-- WORKING DATA follows --

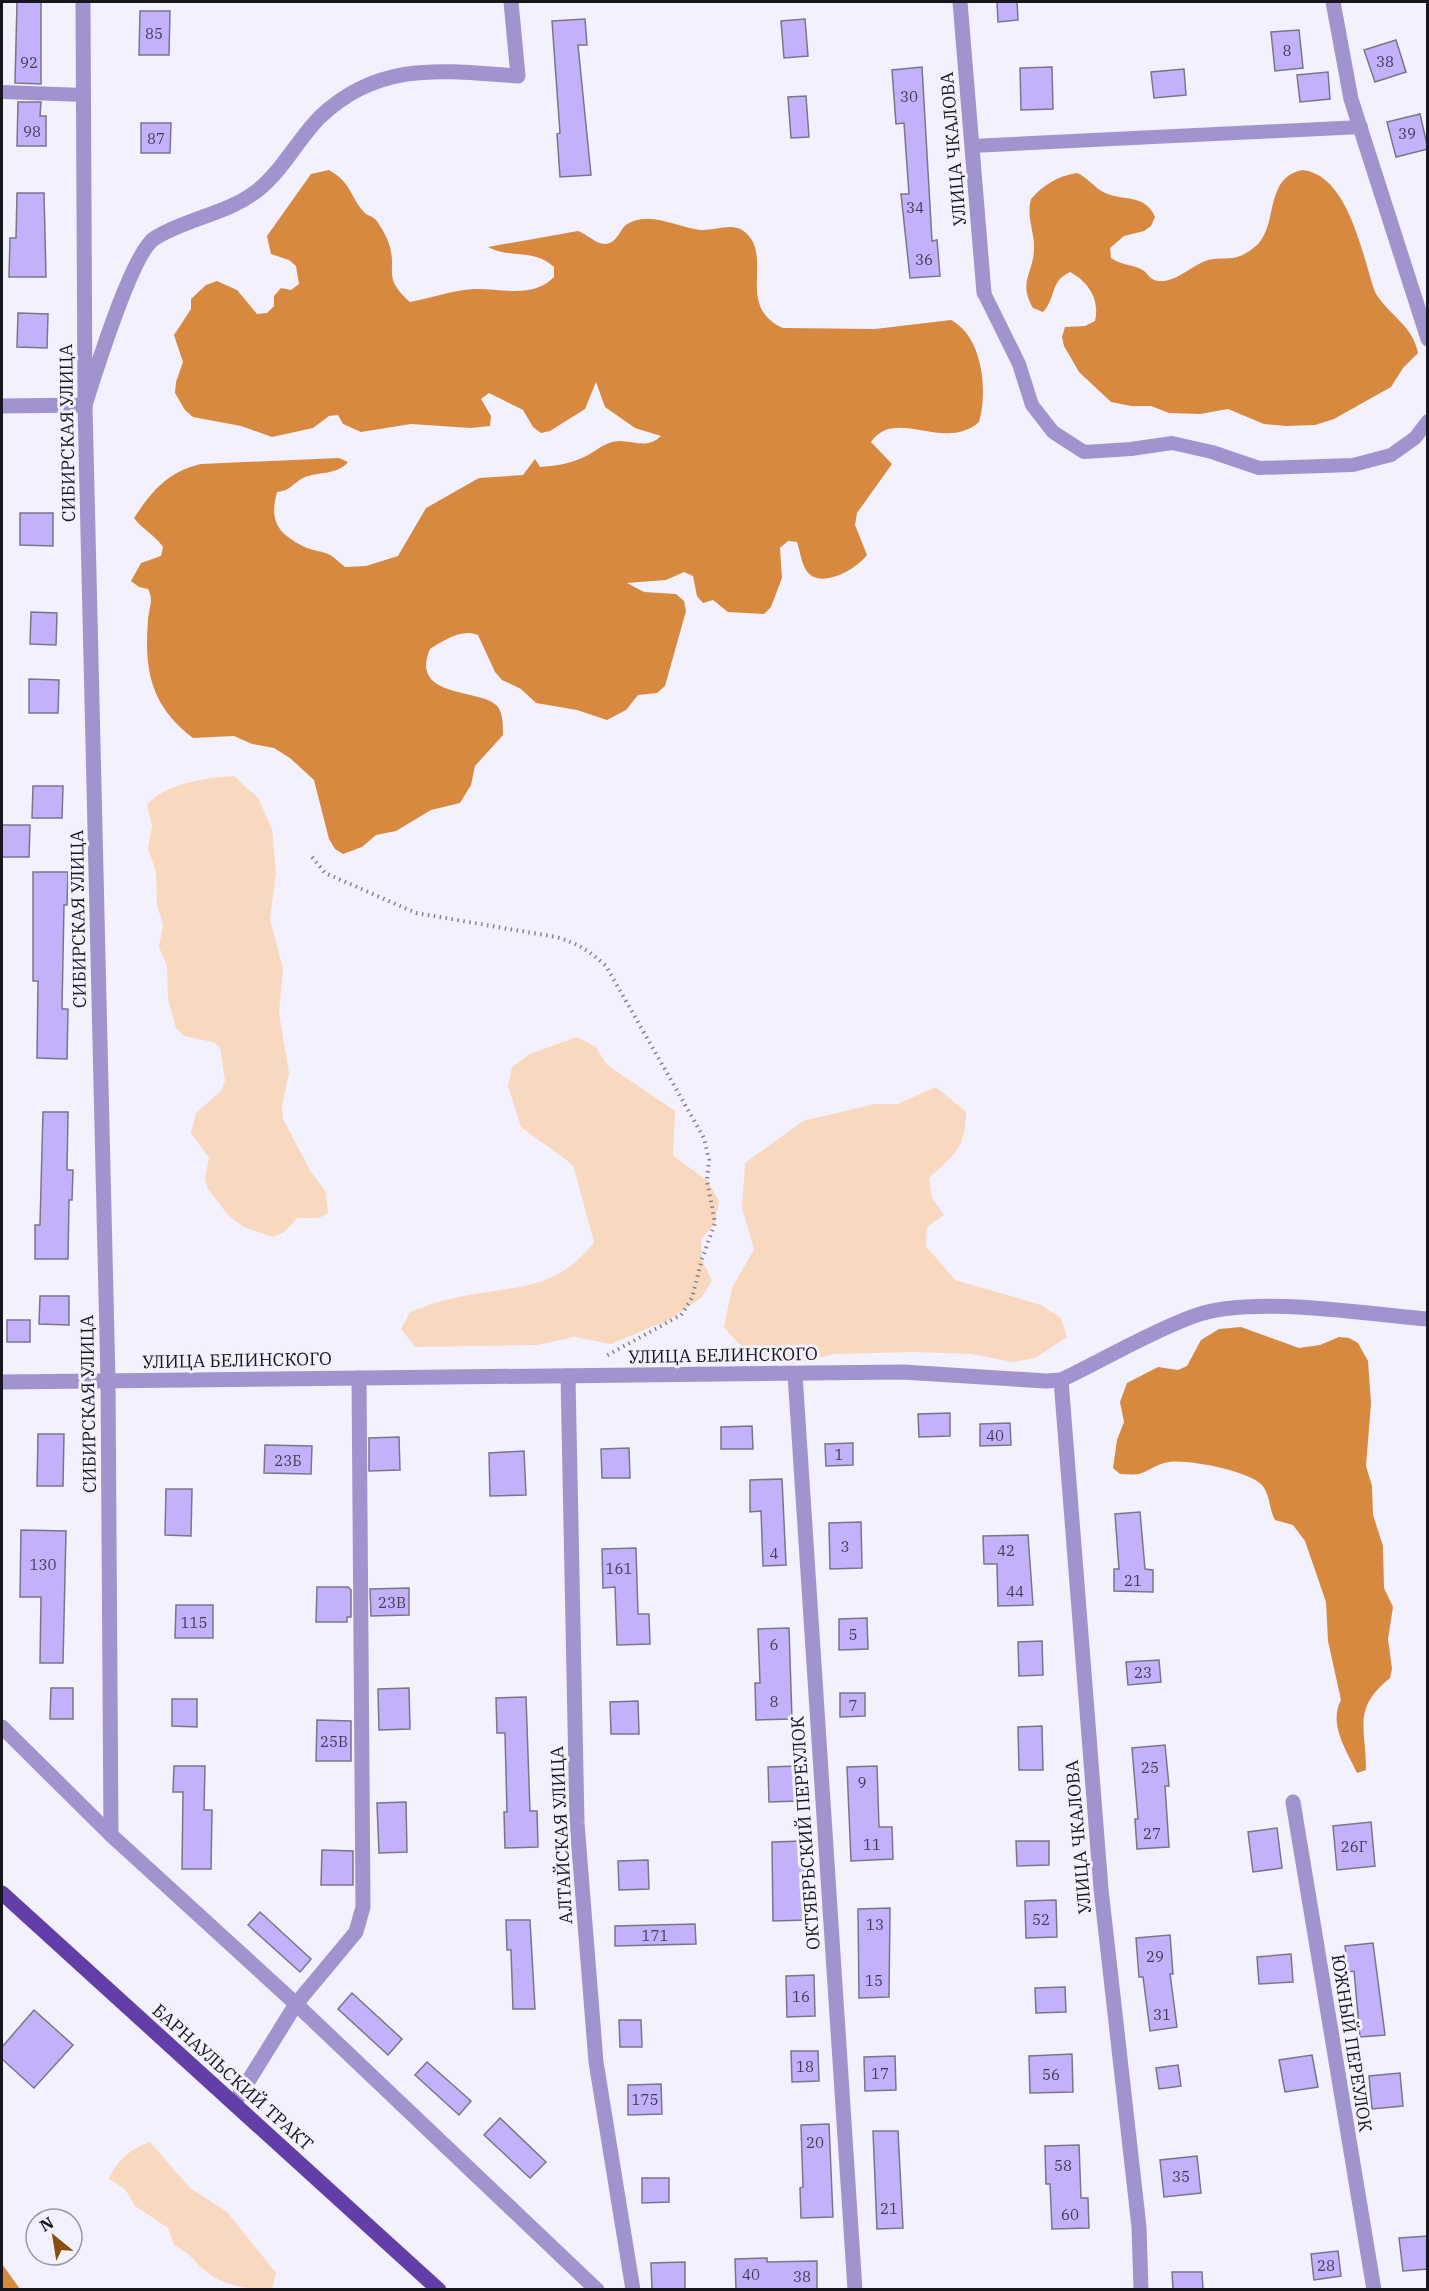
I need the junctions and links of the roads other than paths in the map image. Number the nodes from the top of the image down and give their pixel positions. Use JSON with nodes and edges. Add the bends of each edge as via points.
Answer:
{"nodes":[{"id":1,"x":83,"y":2,"type":"edge"},
{"id":2,"x":511,"y":2,"type":"edge"},
{"id":3,"x":960,"y":2,"type":"edge"},
{"id":4,"x":1333,"y":2,"type":"edge"},
{"id":5,"x":2,"y":92,"type":"edge"},
{"id":6,"x":84,"y":95,"type":"junction"},
{"id":7,"x":1361,"y":126,"type":"junction"},
{"id":8,"x":972,"y":146,"type":"junction"},
{"id":9,"x":984,"y":293,"type":"joint"},
{"id":10,"x":1428,"y":339,"type":"edge"},
{"id":11,"x":85,"y":405,"type":"junction"},
{"id":12,"x":2,"y":406,"type":"edge"},
{"id":13,"x":1428,"y":421,"type":"edge"},
{"id":14,"x":1428,"y":1320,"type":"edge"},
{"id":15,"x":795,"y":1374,"type":"junction"},
{"id":16,"x":568,"y":1376,"type":"junction"},
{"id":17,"x":359,"y":1378,"type":"junction"},
{"id":18,"x":1061,"y":1380,"type":"junction"},
{"id":19,"x":108,"y":1381,"type":"junction"},
{"id":20,"x":2,"y":1382,"type":"edge"},
{"id":21,"x":2,"y":1727,"type":"edge"},
{"id":22,"x":1293,"y":1802,"type":"dead end"},
{"id":23,"x":111,"y":1835,"type":"junction"},
{"id":24,"x":2,"y":1893,"type":"edge"},
{"id":25,"x":296,"y":2004,"type":"junction"},
{"id":26,"x":234,"y":2104,"type":"junction"},
{"id":27,"x":439,"y":2289,"type":"edge"},
{"id":28,"x":597,"y":2289,"type":"edge"},
{"id":29,"x":633,"y":2289,"type":"edge"},
{"id":30,"x":855,"y":2289,"type":"edge"},
{"id":31,"x":1141,"y":2289,"type":"edge"},
{"id":32,"x":1374,"y":2289,"type":"edge"}],
"edges":[{"from":1,"to":6,"type":"street","name":"СИБИРСКАЯ УЛИЦА"},
{"from":2,"to":11,"type":"street","via":[[518,76],[429,70],[394,75],[358,89],[320,117],[258,190],[218,212],[153,238],[133,270]]},
{"from":3,"to":8,"type":"street","name":"УЛИЦА ЧКАЛОВА"},
{"from":4,"to":7,"type":"street","via":[[1351,99]]},
{"from":5,"to":6,"type":"lane"},
{"from":6,"to":11,"type":"street","name":"СИБИРСКАЯ УЛИЦА"},
{"from":7,"to":8,"type":"lane"},
{"from":7,"to":10,"type":"street"},
{"from":8,"to":9,"type":"street","name":"УЛИЦА ЧКАЛОВА"},
{"from":9,"to":13,"type":"lane","via":[[1019,364],[1032,405],[1053,432],[1084,452],[1172,443],[1259,468],[1353,465],[1391,455],[1415,438]]},
{"from":11,"to":12,"type":"street"},
{"from":11,"to":19,"type":"street","name":"СИБИРСКАЯ УЛИЦА"},
{"from":14,"to":18,"type":"street","name":"УЛИЦА БЕЛИНСКОГО","via":[[1275,1307],[1222,1310],[1195,1315]]},
{"from":15,"to":16,"type":"street","name":"УЛИЦА БЕЛИНСКОГО"},
{"from":15,"to":18,"type":"street","name":"УЛИЦА БЕЛИНСКОГО","via":[[903,1372]]},
{"from":15,"to":30,"type":"street","name":"ОКТЯБРЬСКИЙ ПЕРЕУЛОК"},
{"from":16,"to":17,"type":"street","name":"УЛИЦА БЕЛИНСКОГО"},
{"from":16,"to":29,"type":"street","name":"АЛТАЙСКАЯ УЛИЦА","via":[[577,1823],[596,2062]]},
{"from":17,"to":19,"type":"street","name":"УЛИЦА БЕЛИНСКОГО"},
{"from":17,"to":25,"type":"street","via":[[363,1907],[356,1932]]},
{"from":18,"to":31,"type":"street","name":"УЛИЦА ЧКАЛОВА","via":[[1101,1889],[1139,2227]]},
{"from":19,"to":20,"type":"street","name":"УЛИЦА БЕЛИНСКОГО"},
{"from":19,"to":23,"type":"street","name":"СИБИРСКАЯ УЛИЦА"},
{"from":21,"to":23,"type":"street"},
{"from":22,"to":32,"type":"street","name":"ЮЖНЫЙ ПЕРЕУЛОК"},
{"from":23,"to":25,"type":"street"},
{"from":24,"to":26,"type":"main road","name":"БАРНАУЛЬСКИЙ ТРАКТ"},
{"from":25,"to":26,"type":"street"},
{"from":25,"to":28,"type":"street"},
{"from":26,"to":27,"type":"main road","name":"БАРНАУЛЬСКИЙ ТРАКТ"}]}
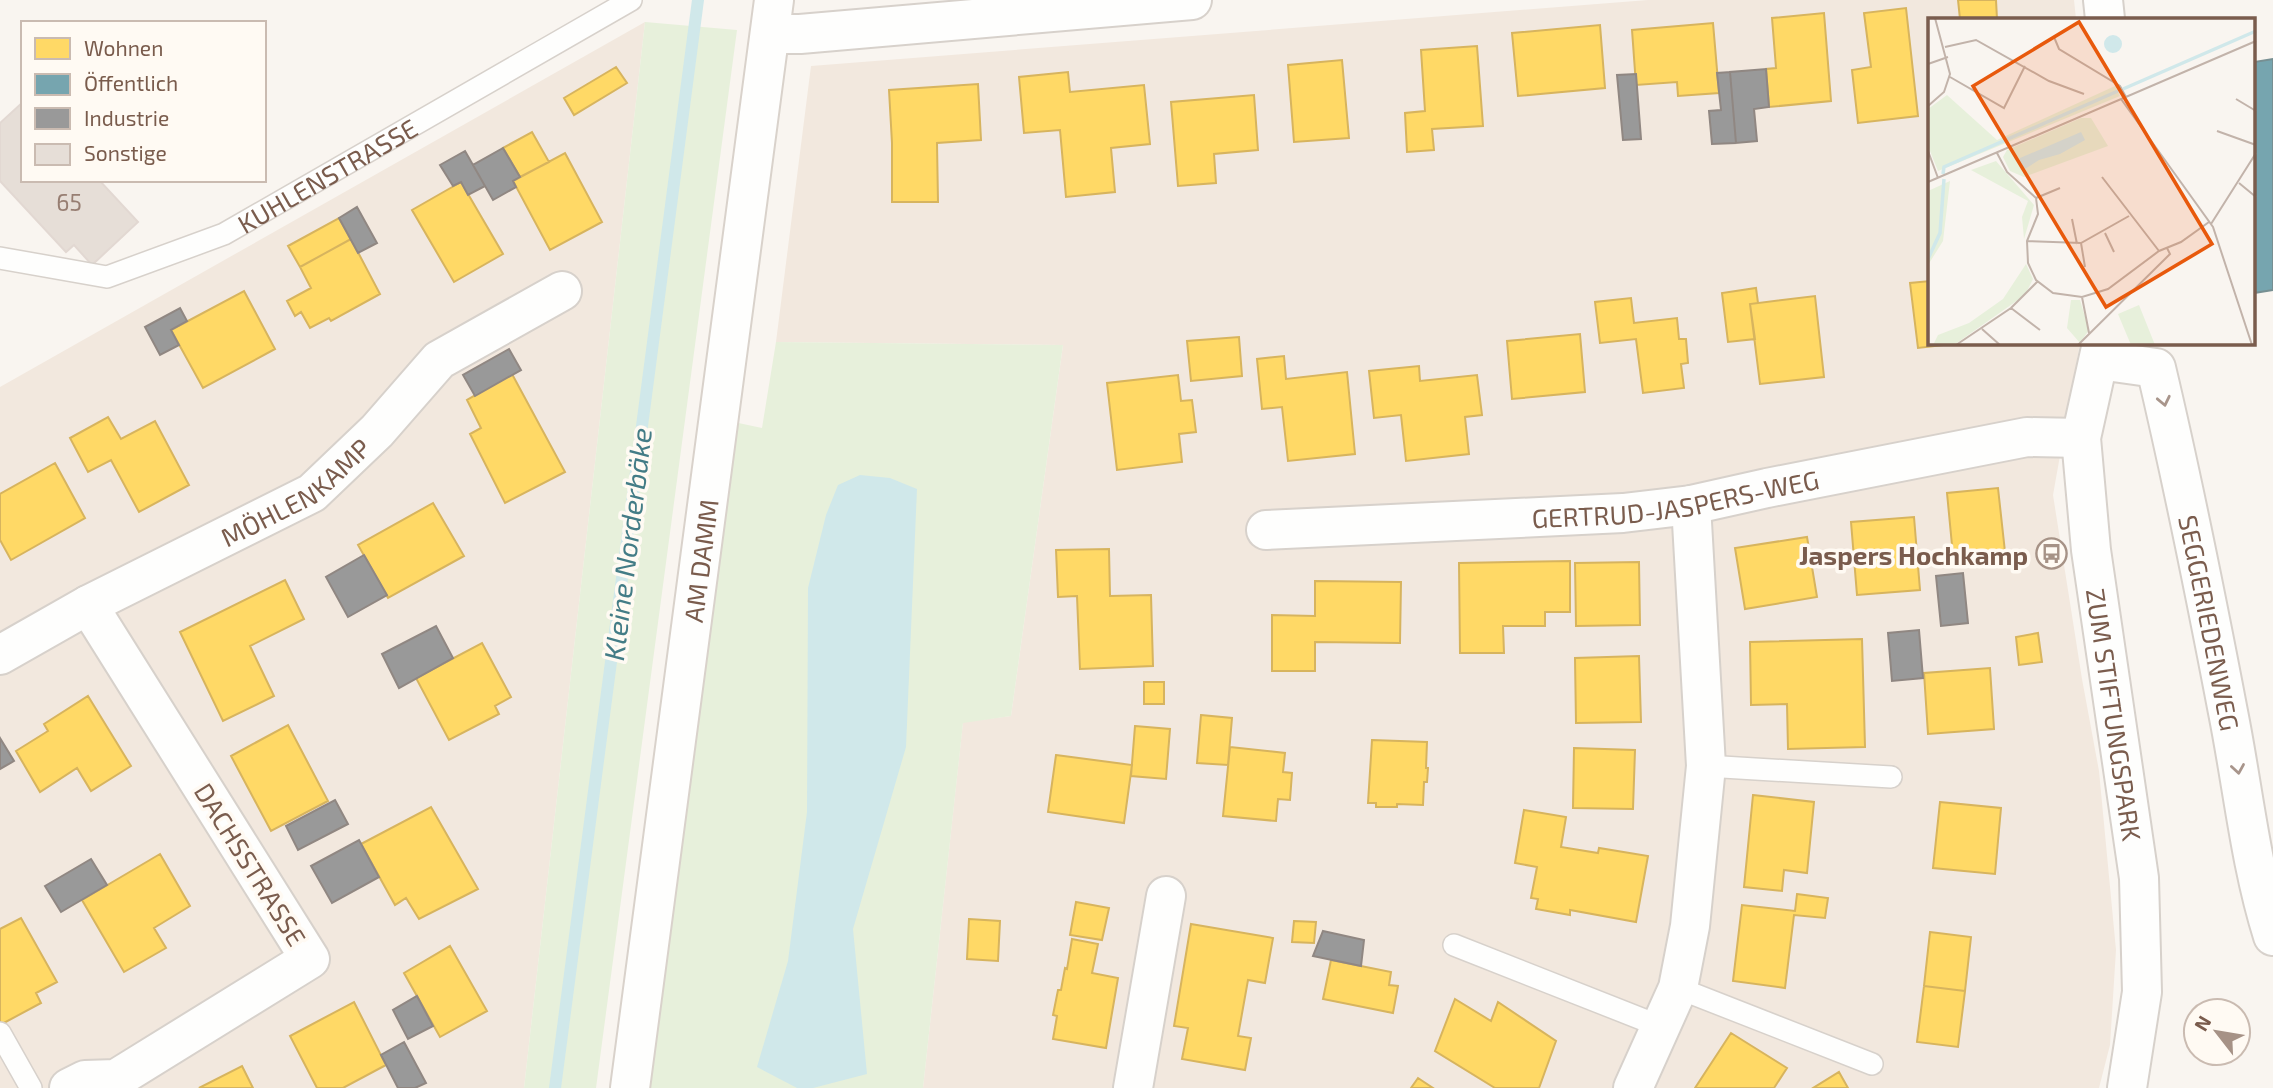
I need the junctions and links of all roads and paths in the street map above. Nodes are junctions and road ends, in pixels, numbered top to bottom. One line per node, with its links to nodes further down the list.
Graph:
1 (631, 0): 6 (lane, KUHLENSTRASSE)
2 (1192, 0): 4 (street)
3 (2103, 0): 5 (street)
4 (772, 17): 25 (street, AM DAMM)
5 (2105, 18)
6 (0, 258)
7 (562, 291): 12 (street, MÖHLENKAMP)
8 (2101, 351): 9 (street, ZUM STIFTUNGSPARK); 17 (street, SEGGERIEDENWEG, one-way to 17)
9 (2081, 438): 10 (street, GERTRUD-JASPERS-WEG); 28 (street, ZUM STIFTUNGSPARK)
10 (1691, 505): 11 (street, GERTRUD-JASPERS-WEG); 14 (street)
11 (1266, 530)
12 (88, 605): 13 (street, MÖHLENKAMP); 24 (street, DACHSSTRASSE)
13 (0, 655)
14 (1706, 766): 15 (lane); 19 (street)
15 (1891, 777)
16 (1166, 896): 26 (street)
17 (2273, 936)
18 (1454, 945): 20 (lane)
19 (1678, 988): 20 (street); 22 (lane)
20 (1662, 1027): 27 (street)
21 (0, 1033): 23 (lane)
22 (1872, 1064)
23 (31, 1088)
24 (69, 1088)
25 (630, 1088)
26 (1133, 1088)
27 (1633, 1088)
28 (2127, 1088)

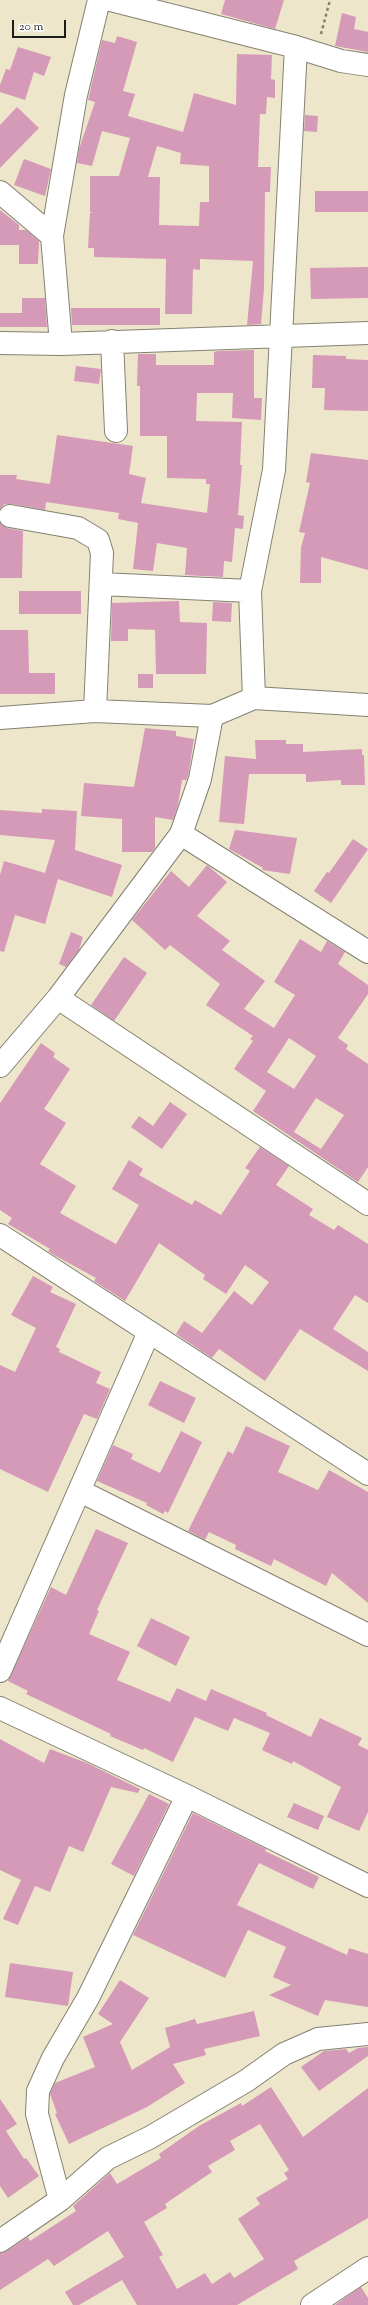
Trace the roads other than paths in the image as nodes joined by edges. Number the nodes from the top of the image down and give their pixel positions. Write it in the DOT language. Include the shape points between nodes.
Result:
graph roads {
  1 [pos="99,0"];
  2 [pos="111,0"];
  3 [pos="306,50"];
  4 [pos="368,65"];
  5 [pos="0,192"];
  6 [pos="52,236"];
  7 [pos="368,333"];
  8 [pos="282,335"];
  9 [pos="112,341"];
  10 [pos="0,343"];
  11 [pos="61,344"];
  12 [pos="116,431"];
  13 [pos="10,516"];
  14 [pos="101,584"];
  15 [pos="250,590"];
  16 [pos="254,698"];
  17 [pos="368,705"];
  18 [pos="95,711"];
  19 [pos="212,716"];
  20 [pos="0,718"];
  21 [pos="181,834"];
  22 [pos="368,952"];
  23 [pos="58,998"];
  24 [pos="0,1066"];
  25 [pos="368,1204"];
  26 [pos="0,1235"];
  27 [pos="149,1332"];
  28 [pos="368,1474"];
  29 [pos="80,1491"];
  30 [pos="368,1635"];
  31 [pos="0,1671"];
  32 [pos="0,1708"];
  33 [pos="187,1796"];
  34 [pos="368,1886"];
  35 [pos="368,2034"];
  36 [pos="60,2200"];
  37 [pos="0,2241"];
  38 [pos="368,2268"];
  39 [pos="312,2305"];
  1 -- 6 [label="street" via="76,95"];
  2 -- 3 [label="street"];
  3 -- 4 [label="street" via="341,61"];
  3 -- 8 [label="street"];
  5 -- 6 [label="street"];
  6 -- 11 [label="street"];
  7 -- 8 [label="street"];
  8 -- 9 [label="street"];
  8 -- 15 [label="street" via="274,470"];
  9 -- 11 [label="street"];
  9 -- 12 [label="street"];
  10 -- 11 [label="street"];
  13 -- 14 [label="street" via="78,528 98,540 102,554"];
  14 -- 15 [label="street"];
  14 -- 18 [label="street"];
  15 -- 16 [label="street"];
  16 -- 17 [label="street"];
  16 -- 19 [label="street"];
  18 -- 19 [label="street"];
  18 -- 20 [label="street"];
  19 -- 21 [label="street" via="200,780"];
  21 -- 22 [label="street"];
  21 -- 23 [label="street"];
  23 -- 24 [label="street"];
  23 -- 25 [label="street"];
  26 -- 27 [label="street"];
  27 -- 28 [label="street"];
  27 -- 29 [label="street"];
  29 -- 30 [label="street"];
  29 -- 31 [label="street"];
  32 -- 33 [label="street"];
  33 -- 34 [label="street"];
  33 -- 36 [label="street" via="88,1998 53,2058 38,2091 37,2114"];
  35 -- 36 [label="street" via="318,2039 284,2054 246,2081 149,2138 108,2158"];
  36 -- 37 [label="street"];
  38 -- 39 [label="street"];
}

-- WORKING DATA concluded --

_ASSIGNMENT_.
Apply a filter for "roads" to the data above, then copy each line that matches.

_EXERCISE RESPONSE_.
I need the junctions and links of the roads other than paths in the map image. Number the nodes from the top of the image down and give their pixel positions. Use JSON with nodes and edges. Add the bends of each edge as via points.
I need the junctions and links of all roads and paths in the street map above. Nodes are junctions and road ends, in pixels, numbered top to bottom. One line per node, with its links to nodes further down the list.
Trace the roads other than paths in the image as nodes joined by edges. Number the nodes from the top of the image down and give their pixel positions. Write it in the DOT language. Include the shape points between nodes.
graph roads {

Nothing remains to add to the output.